The children worked on the most beautiful salt dough ornaments for Thanksgiving last week. We made two batches of salt dough, added powdered paint, and then mixed the yellow and orange paint into the dough.
The results were bright, vibrant ornaments! Some children chose one color, and some children chose to mix the two different colors. Then we cut out the ornaments and pressed a variety of seeds and beans into them. Lastly, I baked them in the oven at 200 degrees for a few hours. I hope they looked lovely at Thanksgiving!
Squiggly and Bumpy Art!
We tried a new painting technique last week as well! It was extremely simple and cheap supplies, that anyone could do at home. We drenched pieces of yarn into a cup of glue, then we laid the yarn in a design on a piece of cardboard.
Once the yarn had dried overnight, we painted the board with these beautiful fall metallic paints.
The last process art activity we did was making “bleeding tissue paper” turkeys for Thanksgiving. The children were calling our turkey feathers a giant feather factory;)
Each child was given five our six feathers, and a bowl of different colored tissue paper. They simply painted over their tissue paper with water and we let it sit overnight. The next day we peeled off the tissue paper to reveal the most beautiful colors underneath.

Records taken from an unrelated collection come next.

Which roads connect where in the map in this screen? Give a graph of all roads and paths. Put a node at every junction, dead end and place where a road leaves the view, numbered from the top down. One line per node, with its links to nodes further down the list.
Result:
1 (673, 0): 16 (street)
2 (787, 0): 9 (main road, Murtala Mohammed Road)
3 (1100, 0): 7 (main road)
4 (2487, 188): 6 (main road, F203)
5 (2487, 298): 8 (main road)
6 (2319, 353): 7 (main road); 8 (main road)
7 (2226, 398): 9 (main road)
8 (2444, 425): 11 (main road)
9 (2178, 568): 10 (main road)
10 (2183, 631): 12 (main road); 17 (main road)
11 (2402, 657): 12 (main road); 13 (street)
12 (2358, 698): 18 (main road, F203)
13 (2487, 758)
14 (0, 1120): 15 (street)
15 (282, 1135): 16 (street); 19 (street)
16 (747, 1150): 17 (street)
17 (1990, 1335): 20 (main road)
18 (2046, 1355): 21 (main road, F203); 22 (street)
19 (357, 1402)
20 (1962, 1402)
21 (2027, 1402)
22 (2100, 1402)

Each child drew on their turkey’s face, and we added the feathers to the back of the turkey body for the finished turkey!
The children came into the classroom last week to find a new activity set up on the light panels. I drew each of their names in a large dark marker on white paper. They could trace over their names using different colored crayons for fine motor practice, letter development, and repetition practice. I have begun to introduce everyone to their names with a capital letter first, followed by the lower case letters. Many of them say, “that isn’t my name.” It is important to see their name written in a variety of contexts, and begin to understand the lower case-capital letter connection.
On the other light panel I put a large jar of gems for them to cover their name with the gems. Using the light panel with this literacy work is a wonderful way to engage their senses while children work on a more traditional “paper/pencil” task. They are able to sit at the light panels for longer periods of time, and the light holds their interest longer than just desk or seat work.
Look at the concentration…
We had a new fall play dough table set up the past few weeks. I made a batch of orange play dough and added cinnamon, cloves, and nutmeg to give it a nice fall scent. Then I made a play dough tray packed to the brim with leaf gems, pumpkin gems, wooden acorns, and leaves attached to popsicle sticks.
We read this great fall book a few mornings, and we decided our room needed a batch of pumpkin soup!
We made a large tub of orange colored water; added gems, scoops, bowls, and egg beaters. They went right to town mixing, stirring, and chatting about their “soups.”
We have been counting so many things this fall! Leaves, pumpkins, ghosts, and much more! It was time to put our counting knowledge and transfer it to number recognition. I set up this math table before the holiday, to work on our numbers! The table had Handwriting without Tears Number Cards. These cards are made it the tiniest piece of sandpaper, so children can trace the numbers with their fingers. There were wax “wiki stix” that they could use to shape into the numbers, cork boards, beans, gems, and wooden numbers. Children could freely explore the table throughout the week. Some children made the numbers on the cork boards, and then counted the corresponding amount of gems.
Then Ms. Melissa and I worked with each child to create a number page in their learning journals. We traced the sandpaper numbers, drew the numbers on the chalkboards, counted the numbers, and lastly dotted the numbers in our journals. They worked hard to write the numbers on their own, or using small dots as a guide. Most everyone in the class has 10 pages filled with the numbers 1 – 10! I hope they are noticing numbers all around them!
We also had a great time setting up some very simple marble runs during free time in the classroom!